Guy Gilsoul Journaliste

Chaque photographie de Robert Doisneau (1912-1994) est un hommage à la vie. Mais quelles ruses et quelle maîtrise pour en arriver là ! Une rétro à Stavelot en 150 numéros.

Chacune des photographies réunies à l’abbaye de Stavelot mériterait un article entier. Chaque image porte au jour de petits théâtres du quotidien :  » Les visages de ceux qui se lèvent tôt sont bien émouvants « , écrivait Robert Doisneau. L’émotion qu’il retient d’un clic est livré par le regard mais aussi contenu dans un geste, une attitude ou encore une réaction soudaine qu’il traqua toute sa vie. Car notre homme est un chasseur tapi et attentif. S’il déambule bien dans ce Paris vénérable et cet autre des banlieues dont il tirera le portrait sur plusieurs générations, il sait aussi choisir ses planques. S’installer par exemple dans les Tuileries, non loin d’un bassin, poser quelques pièges comme une série de chaises. Et puis attendre non pas une ou deux minutes mais parfois une heure ou davantage :  » Devenir statue, sans piédestal.  » Etre prêt. L’humanité en mouvement approche. Il attend. La vieille dame tout en noir, les deux enfants, les amoureux. Doisneau aime les gens. Et les hasards. Voilà ses deux grands secrets.

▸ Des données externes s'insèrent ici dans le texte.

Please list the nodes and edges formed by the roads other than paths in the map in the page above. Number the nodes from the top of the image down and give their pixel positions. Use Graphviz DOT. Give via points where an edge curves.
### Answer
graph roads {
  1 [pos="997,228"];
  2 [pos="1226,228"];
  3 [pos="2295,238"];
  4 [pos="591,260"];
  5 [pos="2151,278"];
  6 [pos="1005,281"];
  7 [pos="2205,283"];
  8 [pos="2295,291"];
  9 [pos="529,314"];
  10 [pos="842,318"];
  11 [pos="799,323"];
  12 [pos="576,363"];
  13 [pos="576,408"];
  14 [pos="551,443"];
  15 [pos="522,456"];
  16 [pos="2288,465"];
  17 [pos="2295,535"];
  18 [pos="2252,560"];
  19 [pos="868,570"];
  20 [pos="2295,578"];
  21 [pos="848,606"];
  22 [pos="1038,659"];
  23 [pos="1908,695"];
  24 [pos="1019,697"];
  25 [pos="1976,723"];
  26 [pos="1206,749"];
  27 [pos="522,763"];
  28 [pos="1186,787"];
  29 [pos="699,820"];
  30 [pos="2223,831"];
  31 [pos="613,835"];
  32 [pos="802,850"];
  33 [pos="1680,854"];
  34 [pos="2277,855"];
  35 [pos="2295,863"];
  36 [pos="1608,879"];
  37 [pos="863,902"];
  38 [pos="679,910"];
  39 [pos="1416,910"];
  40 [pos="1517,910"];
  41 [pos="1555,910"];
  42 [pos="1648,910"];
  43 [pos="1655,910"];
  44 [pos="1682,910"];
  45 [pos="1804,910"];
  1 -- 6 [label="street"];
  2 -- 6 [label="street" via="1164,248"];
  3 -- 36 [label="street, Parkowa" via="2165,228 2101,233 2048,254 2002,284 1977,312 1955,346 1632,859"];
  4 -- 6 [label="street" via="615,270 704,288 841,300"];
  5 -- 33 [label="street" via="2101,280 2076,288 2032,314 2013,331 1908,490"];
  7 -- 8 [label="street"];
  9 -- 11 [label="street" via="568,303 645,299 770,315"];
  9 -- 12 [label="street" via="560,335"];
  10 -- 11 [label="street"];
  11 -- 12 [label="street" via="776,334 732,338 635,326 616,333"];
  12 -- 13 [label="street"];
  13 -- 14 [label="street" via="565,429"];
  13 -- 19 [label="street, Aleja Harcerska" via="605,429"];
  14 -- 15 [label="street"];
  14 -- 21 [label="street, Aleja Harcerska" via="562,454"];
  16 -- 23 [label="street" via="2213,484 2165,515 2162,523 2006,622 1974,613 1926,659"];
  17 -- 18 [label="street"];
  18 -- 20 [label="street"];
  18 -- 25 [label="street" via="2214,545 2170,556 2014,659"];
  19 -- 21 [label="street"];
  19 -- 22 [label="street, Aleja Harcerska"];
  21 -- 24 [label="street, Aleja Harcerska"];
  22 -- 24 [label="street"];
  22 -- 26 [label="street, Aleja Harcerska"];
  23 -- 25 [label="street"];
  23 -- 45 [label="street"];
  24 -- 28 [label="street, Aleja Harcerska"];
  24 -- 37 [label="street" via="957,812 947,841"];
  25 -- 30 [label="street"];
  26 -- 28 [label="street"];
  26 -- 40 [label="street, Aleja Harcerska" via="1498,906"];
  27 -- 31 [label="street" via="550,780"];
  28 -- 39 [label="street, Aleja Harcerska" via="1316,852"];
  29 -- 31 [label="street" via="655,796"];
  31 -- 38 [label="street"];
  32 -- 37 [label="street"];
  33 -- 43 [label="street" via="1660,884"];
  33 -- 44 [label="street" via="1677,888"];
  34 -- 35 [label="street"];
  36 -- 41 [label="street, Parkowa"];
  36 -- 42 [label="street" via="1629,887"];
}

Il peut aussi, en un instant, percevoir la beauté photogénique d’un visage et prendre la peau d’un portraitiste. Avec la même gourmandise, il débusque la poésie d’un lieu qu’un tapis de neige, la pluie battante ou l’arrivée incongrue d’un élément extérieur (personnage, objet, animal…) métamorphosent. Parfois même, il imagine son petit théâtre et fait appel à des figurants comme dans sa plus célèbre photographie Le Baiser de l’Hôtel de Ville. Ses amis s’appellent Prévert, Giraud, Brassaï. Il a, comme personne, photographié Giacometti, Ubac, Picasso, Braque, Cocteau et quelques auteurs célèbres comme Simenon ou Marguerite Yourcenar.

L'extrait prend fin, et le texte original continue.